Essas marcas de leitura, em Honorato Bomfim, são, para servir de exemplo: Castro
Alves, Rui Barbosa, Olavo Bilac, Visconde de Taunay, Artur de Sales e Euclides da Cunha,
entre os brasileiros. Sobre o último, aliás, Honorato escreve um poema homônimo, em
homenagem póstuma, citando-o a propósito de sua mais conhecida composição, Os sertões.

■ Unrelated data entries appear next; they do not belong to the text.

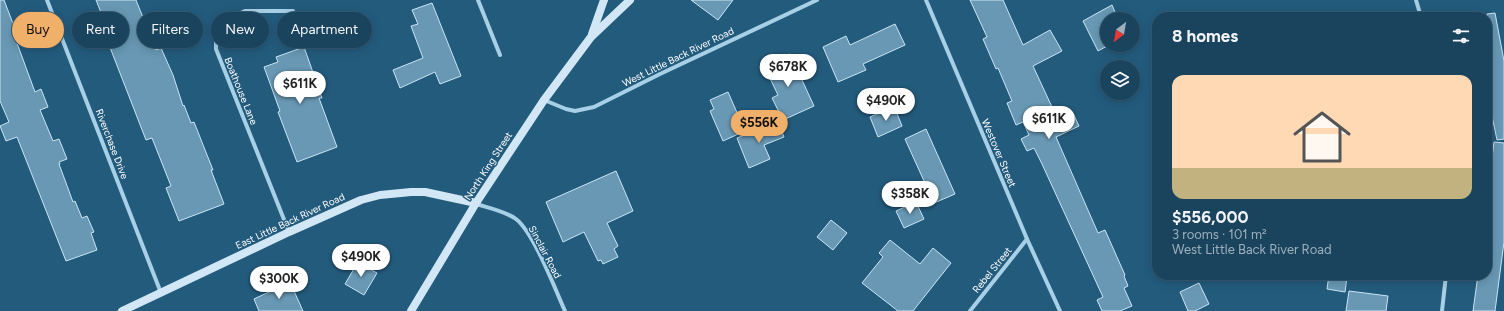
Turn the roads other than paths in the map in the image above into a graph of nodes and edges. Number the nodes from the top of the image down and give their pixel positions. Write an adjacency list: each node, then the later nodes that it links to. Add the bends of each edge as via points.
1 (47, 0): 17 (street, Riverchase Drive)
2 (478, 0): 11 (street)
3 (604, 0): 10 (main road, North King Street)
4 (630, 0): 10 (main road, North King Street)
5 (817, 0): 12 (street, West Little Back River Road, via 594,107 575,111)
6 (926, 0): 15 (street, Westover Street)
7 (1416, 0): 9 (street)
8 (294, 11): 14 (street, Boathouse Lane, via 245,11 221,26 216,38 216,49)
9 (1420, 12)
10 (591, 37): 12 (main road, North King Street)
11 (500, 54)
12 (544, 100): 13 (main road, North King Street)
13 (476, 204): 14 (main road, East Little Back River Road, via 425,192 380,195 361,200); 19 (main road, North King Street); 20 (street, Sinclair Road, via 509,215 528,233)
14 (289, 232): 17 (main road, East Little Back River Road)
15 (1028, 239): 21 (street, Rebel Street); 22 (street, Westover Street)
16 (1445, 280): 23 (street)
17 (161, 293): 18 (main road, East Little Back River Road)
18 (122, 311)
19 (411, 311)
20 (565, 311)
21 (970, 311)
22 (1060, 311)
23 (1442, 311)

Dentre os autores estrangeiros citados por Honorato Filho encontramos trechos de Goethe,
Longfellow, Alexander Pope, Whitman, Byron, Shakespeare, Wordsworth, La Fontaine,
Virgílio, Dante Alighieri, Lamartine, Walter Scott, Vargas Villa, Cale Young Rice, Schiller,
Vasari, Strozzi, Bergson, Comte, Bonnier, Voltaire, Mme. Stäel, Chateaubriand, Emily
Brontë, Cícero, Camões, Poe, dentre inúmeros. Deste último, rememora-o no poema O côrvo,
do qual sintetiza as idéias com o verso “Para longe de mim – ave negra de Poe!”, simulando
afastar de si os males que o afligiam.
Percebe-se a diversidade de estilos literários percorridos em leitura atenta e
disciplinada, o que não minimiza sua preferência diante do culto da forma. Indiciar tais
autores demonstra o nível de leitura de Honorato Bomfim, pois “a citação é um lugar de
acomodação previamente situado no texto. ela o integra em um conjunto ou em uma rede de
textos, em uma tipologia das competências requeridas para a leitura; ela é reconhecida e não
compreendida, ou reconhecida antes de ser compreendida”. (COMPAGNON, 1996, p. 22).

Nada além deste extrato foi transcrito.